BYU’s Contemporary Dance Theatre is preparing to astound its European audiences with memorable choreography and to help others learn the art of dancing.
The Europe tour will include stops in the Czech Republic, Hungary, Slovakia, Austria and Germany. Through performances and teaching opportunities, the dancers’ tour seeks to inspire audiences, teach helpful workshops and give the performers a valuable international experience.
According to the the German press release for Contemporary Dance Theatre, the group will begin performing in the Czech Republic for the New Prague Dance Festival in July. Group members will provide dance workshops for local European youth as well as master classes and performances during their time in the Czech Republic.
They will then travel to Budapest to help teach dance to students and to perform at the Hungarian Bakelite MultiArt Center. Three days later the group will perform in Austria. After this performance, the dancers set to be accompanied by local youth for a flash mob performance n Vienna.
The tour will end with a final performance in Germany in July. In the past, the Contemporary Dance Theatre group has performed in Argentina, Chile, Japan, the Philippines, Korea, Turkey, Israel, South Africa and Australia.
Contemporary Dance Theatre Director and BYU dance instructor Nathan Balser said the group will get to experience a range of cultures through the festival in Prague. “This is a competition of sorts where dance groups from all over the world come together to show dances, take class together and share cultural experiences,” he said.
He said the BYU group’s Budapest audience will be mostly made up of Church members from surrounding areas but mentioned that anyone is welcome to attend. The Vienna flash mob will consist of the BYU dance members and Austrian YSA members. The group’s final show in Germany will be a “very serious and artistic dance show” for the dance community and members there, according to Balser.
Heidi Jorgensen, senior and dance performance major, said each tour is different. Throughout her three years in the company, Jorgensen has toured in Colorado, Iowa, Illinois and Beijing. She explained the base schedule the group has followed in past tours and will follow while on the Europe tour.
“The schedule was usually: get on the bus, load in for a show, set up the show, perform, take down the show, stay with a host family and get on the bus the next morning to go to a new city,” she said.
Jorgensen finds talking to the audience and getting feedback on the group’s performance rewarding.
“It is truly remarkable to listen to their reactions and feel their energy as we talk about the show,” she said. “I’ve learned so much from the audience.”

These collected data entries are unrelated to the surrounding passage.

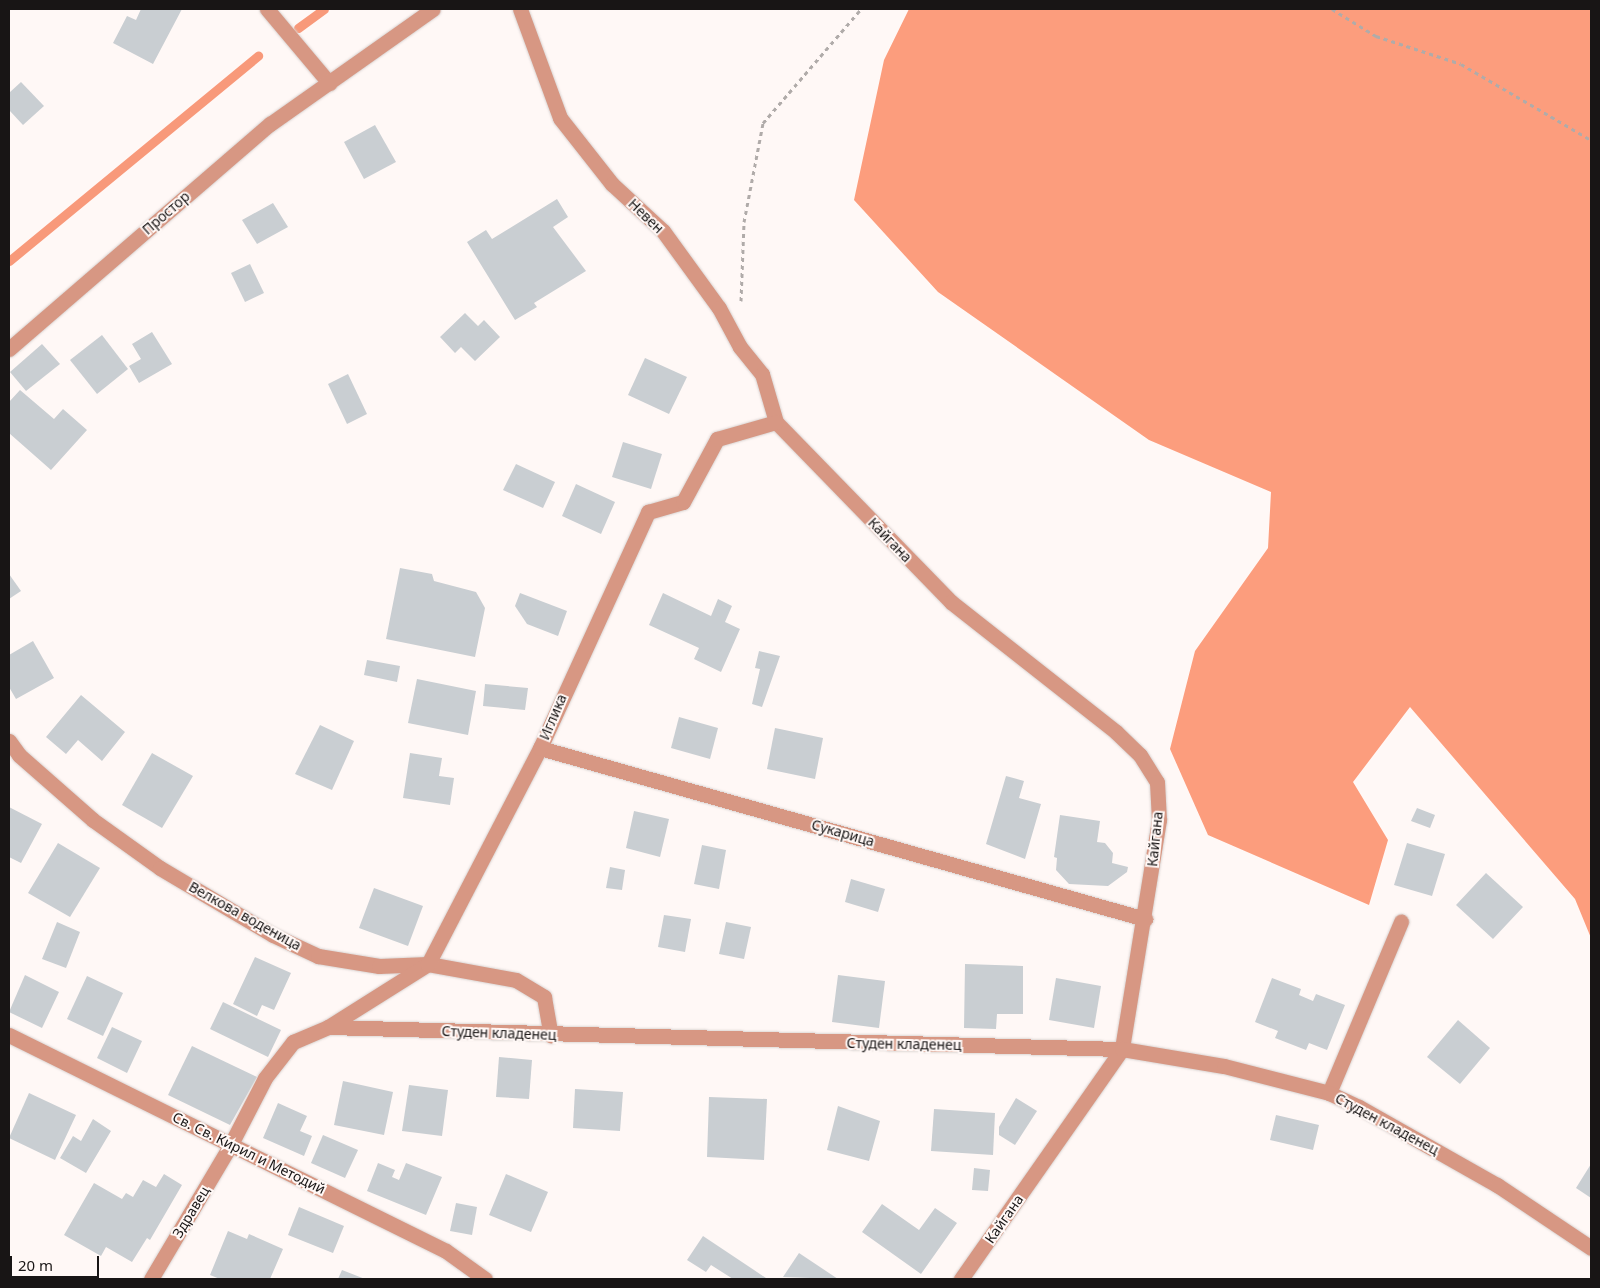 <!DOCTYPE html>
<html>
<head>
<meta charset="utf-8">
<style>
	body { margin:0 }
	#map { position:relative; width:1600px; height:1288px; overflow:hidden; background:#fff8f6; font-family:"Noto Sans",sans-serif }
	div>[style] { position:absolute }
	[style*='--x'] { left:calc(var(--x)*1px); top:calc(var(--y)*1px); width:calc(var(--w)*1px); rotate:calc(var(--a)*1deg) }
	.forest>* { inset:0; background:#fc9d7d }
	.stream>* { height:9px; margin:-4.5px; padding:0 4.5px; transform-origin:4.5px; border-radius:4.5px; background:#f8997a }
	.building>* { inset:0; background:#c9ced2 }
	.path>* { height:3px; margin-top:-1.5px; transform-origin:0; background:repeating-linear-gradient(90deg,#b0aba9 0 4px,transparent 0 8px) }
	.roads { filter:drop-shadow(0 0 1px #dad4d2) drop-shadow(0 0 1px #dad4d2) }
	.service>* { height:15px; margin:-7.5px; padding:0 7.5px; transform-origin:7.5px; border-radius:7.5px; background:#d79783 }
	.minor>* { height:15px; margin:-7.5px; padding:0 7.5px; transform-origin:7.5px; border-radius:7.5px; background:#d79783 }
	span { translate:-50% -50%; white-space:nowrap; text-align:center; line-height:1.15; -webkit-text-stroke:4px #fff8f6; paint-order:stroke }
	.street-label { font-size:14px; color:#181515 }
	.frame { position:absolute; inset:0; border:10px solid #181515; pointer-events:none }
	.scale { position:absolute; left:10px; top:1256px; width:89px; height:22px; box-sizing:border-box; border:2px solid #181515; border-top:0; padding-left:6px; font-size:15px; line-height:18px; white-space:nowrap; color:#181515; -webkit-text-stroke:4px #fff8f6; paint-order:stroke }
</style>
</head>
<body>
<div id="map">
	<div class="forest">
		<div style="clip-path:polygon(909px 9px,1591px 9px,1591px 938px,1575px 899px,1410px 707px,1353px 782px,1388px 840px,1369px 905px,1208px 835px,1170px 749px,1195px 651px,1268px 548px,1271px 492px,1149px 440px,938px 292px,854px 200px,884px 60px)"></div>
	</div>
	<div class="stream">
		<div style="--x:298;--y:28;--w:32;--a:-36"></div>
		<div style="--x:9;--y:261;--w:323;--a:-39.5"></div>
	</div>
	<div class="building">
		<div style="clip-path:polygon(141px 9px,182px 9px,153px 64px,113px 43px,127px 16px,136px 20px)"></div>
		<div style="clip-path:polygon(21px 82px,44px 106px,23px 125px,9px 110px,9px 93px)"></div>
		<div style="clip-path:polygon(375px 125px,396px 162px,364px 179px,344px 142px)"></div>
		<div style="clip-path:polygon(557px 199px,568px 217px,553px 227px,586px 271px,534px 303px,537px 307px,515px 320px,467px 242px,486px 230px,492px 239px)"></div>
		<div style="clip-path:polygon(273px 203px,288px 227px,257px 244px,242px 220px)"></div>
		<div style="clip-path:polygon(250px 264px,264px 293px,245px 302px,231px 273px)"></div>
		<div style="clip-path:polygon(465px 313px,478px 326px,484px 320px,500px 337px,475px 361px,461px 347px,455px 353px,440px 337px)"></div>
		<div style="clip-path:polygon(152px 332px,172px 364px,139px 383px,129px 366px,141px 359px,132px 344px)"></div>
		<div style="clip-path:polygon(102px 335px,128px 369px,97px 394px,70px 360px)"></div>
		<div style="clip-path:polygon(42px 344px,60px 364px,26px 391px,10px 372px)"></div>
		<div style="clip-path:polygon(645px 358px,687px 377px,669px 414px,628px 395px)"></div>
		<div style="clip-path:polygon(348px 374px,367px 414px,347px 424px,328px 384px)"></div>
		<div style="clip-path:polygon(20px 390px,54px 419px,63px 409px,87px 430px,51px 470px,9px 433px,9px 402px)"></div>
		<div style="clip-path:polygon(623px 442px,662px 454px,651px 489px,612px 477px)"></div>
		<div style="clip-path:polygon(516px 464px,555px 482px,543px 508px,503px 490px)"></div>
		<div style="clip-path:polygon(576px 484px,615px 502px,601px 534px,562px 516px)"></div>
		<div style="clip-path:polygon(400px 568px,432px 574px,434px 581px,476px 592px,485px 608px,475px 657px,386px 639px)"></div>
		<div style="clip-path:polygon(9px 574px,21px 591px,9px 599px)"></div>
		<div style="clip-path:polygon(520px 593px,567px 611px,558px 636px,527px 624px,515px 606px)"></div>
		<div style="clip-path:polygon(663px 593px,711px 616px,718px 599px,732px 606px,725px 622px,740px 629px,721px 672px,694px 659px,699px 648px,649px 625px)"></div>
		<div style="clip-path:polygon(33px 641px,54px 678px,16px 699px,9px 687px,9px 655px)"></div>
		<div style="clip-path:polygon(759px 651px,780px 656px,762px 707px,752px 704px,760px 669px,755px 668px)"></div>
		<div style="clip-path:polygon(367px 660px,400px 666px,397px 682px,364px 675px)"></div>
		<div style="clip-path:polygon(417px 679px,476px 691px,468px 735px,408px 723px)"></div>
		<div style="clip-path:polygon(485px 684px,528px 688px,525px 710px,483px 706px)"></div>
		<div style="clip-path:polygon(81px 695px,125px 732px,102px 761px,78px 740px,66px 754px,46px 737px)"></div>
		<div style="clip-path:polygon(679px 717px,718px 728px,710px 759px,671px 748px)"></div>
		<div style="clip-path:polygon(320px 725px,354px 741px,332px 790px,295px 774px)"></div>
		<div style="clip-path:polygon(775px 728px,823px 738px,815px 779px,767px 769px)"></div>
		<div style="clip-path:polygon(152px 753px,193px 776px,162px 828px,122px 805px)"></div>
		<div style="clip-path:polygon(410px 753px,442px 758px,439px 776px,454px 778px,450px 805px,403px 798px)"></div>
		<div style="clip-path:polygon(1006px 776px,1024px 781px,1019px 798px,1041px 804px,1025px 859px,986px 844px)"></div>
		<div style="clip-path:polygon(9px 807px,42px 824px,21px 863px,9px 857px)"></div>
		<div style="clip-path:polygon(1417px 808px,1435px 815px,1430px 828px,1411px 821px)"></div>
		<div style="clip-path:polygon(634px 811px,669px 819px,660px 857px,626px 848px)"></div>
		<div style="clip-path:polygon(1060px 815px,1100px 821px,1097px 842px,1105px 843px,1113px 853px,1112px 863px,1128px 867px,1127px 872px,1108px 886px,1069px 884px,1056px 870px,1057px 858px,1054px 857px)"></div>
		<div style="clip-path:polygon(58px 843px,100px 868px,70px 917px,28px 893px)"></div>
		<div style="clip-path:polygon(1407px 843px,1445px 854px,1432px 896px,1394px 885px)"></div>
		<div style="clip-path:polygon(702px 845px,726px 850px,719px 889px,694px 884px)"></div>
		<div style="clip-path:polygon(610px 867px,625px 870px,622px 890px,606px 888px)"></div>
		<div style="clip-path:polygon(1486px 873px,1523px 907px,1493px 939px,1456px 905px)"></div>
		<div style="clip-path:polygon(851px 879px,885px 889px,878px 912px,845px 902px)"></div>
		<div style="clip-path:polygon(374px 888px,423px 906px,408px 946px,359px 928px)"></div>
		<div style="clip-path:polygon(664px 915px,691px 919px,685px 952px,658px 947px)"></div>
		<div style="clip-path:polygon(57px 922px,80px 932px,66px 968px,42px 959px)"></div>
		<div style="clip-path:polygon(726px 922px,751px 927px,744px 959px,719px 954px)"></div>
		<div style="clip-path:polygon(255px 957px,291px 973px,274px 1010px,262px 1005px,257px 1016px,233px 1004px)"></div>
		<div style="clip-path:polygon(965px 964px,1023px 966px,1023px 1014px,997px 1014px,996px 1029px,964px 1028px)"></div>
		<div style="clip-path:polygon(25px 975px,59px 992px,42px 1028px,9px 1012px)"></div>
		<div style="clip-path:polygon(838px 975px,885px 981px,879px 1028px,832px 1022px)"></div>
		<div style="clip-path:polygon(87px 976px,123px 993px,103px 1036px,67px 1019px)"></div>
		<div style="clip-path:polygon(1056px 978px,1101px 986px,1094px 1028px,1049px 1020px)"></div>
		<div style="clip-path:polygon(1272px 978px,1301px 989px,1299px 995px,1313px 1001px,1316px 994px,1345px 1005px,1327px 1050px,1309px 1043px,1306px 1050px,1275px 1038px,1278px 1031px,1255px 1022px)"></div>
		<div style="clip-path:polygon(223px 1002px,281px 1030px,268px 1057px,210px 1029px)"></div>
		<div style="clip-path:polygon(1458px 1020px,1490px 1048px,1460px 1084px,1427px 1057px)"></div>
		<div style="clip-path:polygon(112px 1027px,142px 1041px,127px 1073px,97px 1058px)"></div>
		<div style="clip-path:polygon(192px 1046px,257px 1077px,230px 1125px,168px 1095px)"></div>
		<div style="clip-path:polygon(499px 1057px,532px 1060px,529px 1099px,496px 1097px)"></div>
		<div style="clip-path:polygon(343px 1081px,393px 1092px,384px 1135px,334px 1125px)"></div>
		<div style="clip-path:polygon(409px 1085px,448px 1090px,442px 1136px,402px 1131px)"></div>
		<div style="clip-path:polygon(575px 1089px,623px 1092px,620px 1131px,573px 1128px)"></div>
		<div style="clip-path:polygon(29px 1093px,76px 1115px,55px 1160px,9px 1138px)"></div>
		<div style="clip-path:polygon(709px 1097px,767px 1099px,764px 1160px,707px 1157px)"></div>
		<div style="clip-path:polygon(1016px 1098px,1037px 1111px,1015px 1145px,999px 1135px,999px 1127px)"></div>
		<div style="clip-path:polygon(278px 1103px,307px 1116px,300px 1131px,312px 1136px,304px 1156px,263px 1138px)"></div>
		<div style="clip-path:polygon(838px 1106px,880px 1121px,869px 1161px,827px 1150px)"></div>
		<div style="clip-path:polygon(934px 1109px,995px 1113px,993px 1155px,931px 1151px)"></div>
		<div style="clip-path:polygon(1276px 1115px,1319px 1125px,1313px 1150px,1270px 1140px)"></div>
		<div style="clip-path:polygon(93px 1119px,111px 1131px,86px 1173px,60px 1158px,73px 1136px,81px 1141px)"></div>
		<div style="clip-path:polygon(323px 1135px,358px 1150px,345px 1178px,311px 1163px)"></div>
		<div style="clip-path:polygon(378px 1163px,395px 1170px,392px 1177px,399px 1180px,406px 1163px,442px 1177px,426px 1215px,367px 1191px)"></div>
		<div style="clip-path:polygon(1591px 1164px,1591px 1198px,1576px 1188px)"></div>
		<div style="clip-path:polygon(974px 1168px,990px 1170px,988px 1191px,972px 1190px)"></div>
		<div style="clip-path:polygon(164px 1174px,182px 1185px,150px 1240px,147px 1238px,132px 1262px,106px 1247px,101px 1256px,64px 1235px,94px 1183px,122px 1199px,126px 1193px,133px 1197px,143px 1180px,156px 1187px)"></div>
		<div style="clip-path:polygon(506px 1174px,548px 1192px,531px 1232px,489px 1215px)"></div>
		<div style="clip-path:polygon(456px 1203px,477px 1207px,472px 1235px,450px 1231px)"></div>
		<div style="clip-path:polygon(882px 1204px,919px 1230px,935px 1208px,957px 1223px,921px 1274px,862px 1232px)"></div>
		<div style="clip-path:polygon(299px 1207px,344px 1226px,333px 1253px,288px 1235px)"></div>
		<div style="clip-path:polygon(228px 1231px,247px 1239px,249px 1234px,283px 1249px,270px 1279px,220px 1279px,210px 1275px)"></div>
		<div style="clip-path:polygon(703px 1236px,766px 1278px,765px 1279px,733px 1279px,711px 1265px,706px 1272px,687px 1260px)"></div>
		<div style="clip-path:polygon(799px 1253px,838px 1279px,783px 1277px)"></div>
		<div style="clip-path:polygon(342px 1270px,365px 1279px,338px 1279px)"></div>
	</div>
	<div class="path">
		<div style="--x:1332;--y:9;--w:52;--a:31.5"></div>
		<div style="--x:1376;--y:36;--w:89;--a:18.2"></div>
		<div style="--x:1461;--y:64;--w:151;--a:30.3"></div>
		<div style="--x:741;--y:301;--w:79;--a:-87.8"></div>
		<div style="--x:744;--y:222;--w:101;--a:-79.1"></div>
		<div style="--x:763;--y:123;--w:150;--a:-49.3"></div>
	</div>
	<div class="roads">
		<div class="service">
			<div style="--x:1329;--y:1093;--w:186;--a:-67.2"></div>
		</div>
		<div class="minor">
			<div style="--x:267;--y:9;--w:97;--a:50"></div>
			<div style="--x:520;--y:9;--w:116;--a:69.8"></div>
			<div style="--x:560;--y:118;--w:84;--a:51.8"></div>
			<div style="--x:612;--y:184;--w:69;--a:42.7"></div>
			<div style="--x:663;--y:231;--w:95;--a:54"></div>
			<div style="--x:719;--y:308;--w:44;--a:61.7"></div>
			<div style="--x:740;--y:347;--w:35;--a:51"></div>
			<div style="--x:762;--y:374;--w:50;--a:73.7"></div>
			<div style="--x:776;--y:422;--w:251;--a:45.8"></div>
			<div style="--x:951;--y:602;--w:210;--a:38.2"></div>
			<div style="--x:1116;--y:732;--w:33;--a:44"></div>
			<div style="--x:1140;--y:755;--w:32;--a:58"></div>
			<div style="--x:1157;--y:782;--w:38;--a:87"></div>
			<div style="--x:1159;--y:820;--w:232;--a:99.2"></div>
			<div style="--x:1122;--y:1049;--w:281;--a:125"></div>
			<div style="--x:9;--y:349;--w:345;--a:-40.8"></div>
			<div style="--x:270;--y:124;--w:199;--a:-35.2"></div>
			<div style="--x:9;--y:741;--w:17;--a:54"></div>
			<div style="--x:19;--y:755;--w:98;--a:41.3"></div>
			<div style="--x:93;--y:820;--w:82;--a:35.6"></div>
			<div style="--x:160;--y:868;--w:131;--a:30.7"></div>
			<div style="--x:273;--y:935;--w:50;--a:25"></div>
			<div style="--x:318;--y:956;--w:62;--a:9.3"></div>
			<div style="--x:379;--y:966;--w:49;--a:-2.3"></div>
			<div style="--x:428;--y:964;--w:89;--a:10.3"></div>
			<div style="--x:516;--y:980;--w:33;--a:31"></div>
			<div style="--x:544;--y:997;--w:39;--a:80"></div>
			<div style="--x:540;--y:748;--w:629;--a:15.78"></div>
			<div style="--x:328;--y:1027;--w:118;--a:-32.2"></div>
			<div style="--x:428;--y:964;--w:243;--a:-62.6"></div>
			<div style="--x:540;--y:748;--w:260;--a:-65.4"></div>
			<div style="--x:648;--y:512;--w:36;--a:-16"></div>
			<div style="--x:683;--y:502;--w:72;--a:-61.6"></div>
			<div style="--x:717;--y:439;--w:61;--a:-16.1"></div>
			<div style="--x:9;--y:1035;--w:487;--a:26.3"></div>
			<div style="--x:446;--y:1251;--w:48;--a:35.7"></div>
			<div style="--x:151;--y:1279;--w:157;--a:-59.3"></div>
			<div style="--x:231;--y:1144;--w:74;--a:-62.7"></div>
			<div style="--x:265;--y:1078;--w:46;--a:-52.1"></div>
			<div style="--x:293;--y:1042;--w:38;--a:-23"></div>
			<div style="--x:328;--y:1027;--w:794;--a:1.59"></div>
			<div style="--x:1122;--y:1049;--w:103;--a:9.5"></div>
			<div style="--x:1224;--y:1066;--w:108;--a:14.4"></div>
			<div style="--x:1329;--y:1093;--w:33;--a:25"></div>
			<div style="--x:1359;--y:1107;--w:159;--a:29.5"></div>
			<div style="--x:1497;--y:1185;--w:113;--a:33.8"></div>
		</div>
	</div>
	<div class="street-label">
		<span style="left:166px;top:213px;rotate:-41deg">Простор</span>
		<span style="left:646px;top:216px;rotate:44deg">Невен</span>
		<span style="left:890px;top:540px;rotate:46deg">Кайгана</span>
		<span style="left:553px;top:717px;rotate:-67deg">Иглика</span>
		<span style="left:843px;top:833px;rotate:16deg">Сукарица</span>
		<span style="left:1155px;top:839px;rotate:-84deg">Кайгана</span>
		<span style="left:245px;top:916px;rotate:29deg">Велкова воденица</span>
		<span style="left:499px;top:1033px;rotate:2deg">Студен кладенец</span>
		<span style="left:904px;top:1044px;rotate:1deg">Студен кладенец</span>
		<span style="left:1387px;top:1124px;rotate:28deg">Студен кладенец</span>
		<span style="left:249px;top:1153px;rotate:26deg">Св. Св. Кирил и Методий</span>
		<span style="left:191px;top:1212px;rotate:-59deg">Здравец</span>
		<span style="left:1004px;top:1219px;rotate:-55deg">Кайгана</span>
	</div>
	<div class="frame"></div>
	<div class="scale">20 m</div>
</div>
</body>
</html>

Senior, dance major and third-year Contemporary Dance Theatre member Colin Holbrook said the upcoming tour in Europe will be both a spiritual and fun experience. He is excited to perform in the New Prague Dance Festival. The group will perform in each city it visits, with little time for sightseeing, but it will give open-attendance firesides.
According to Holbrook, Contemporary Dance Theatre has been a major influence on his life and college career. He said performing on the international scale has built up his experience and is prepping him for his future career. He also said the dance team has helped him work hard to develop his skills and talents.
“Having the opportunity to perform so much and to perform internationally in small, large and even professional venues has helped prepare me for my future in dance,” he said.
Demi Eastman is a senior dance major and team member who has never been to Europe before. “This tour will be my last experience with BYU and my very last time performing with the Contemporary Dance Theatere, so I’m just wanting to give it my all,” Eastman said.
She said she has gained memorable experiences from her time performing with the group. She also said she has been inspired from her involvement with Contemporary Dance Theatre and hopes to incorporate dance into the rest of her life.
“I perceive dance as a form of service rather than entertainment, and it has shown me that there is always more love to give, ” Eastman said. “The fact that we have the capacity to do that through dance is incredible.”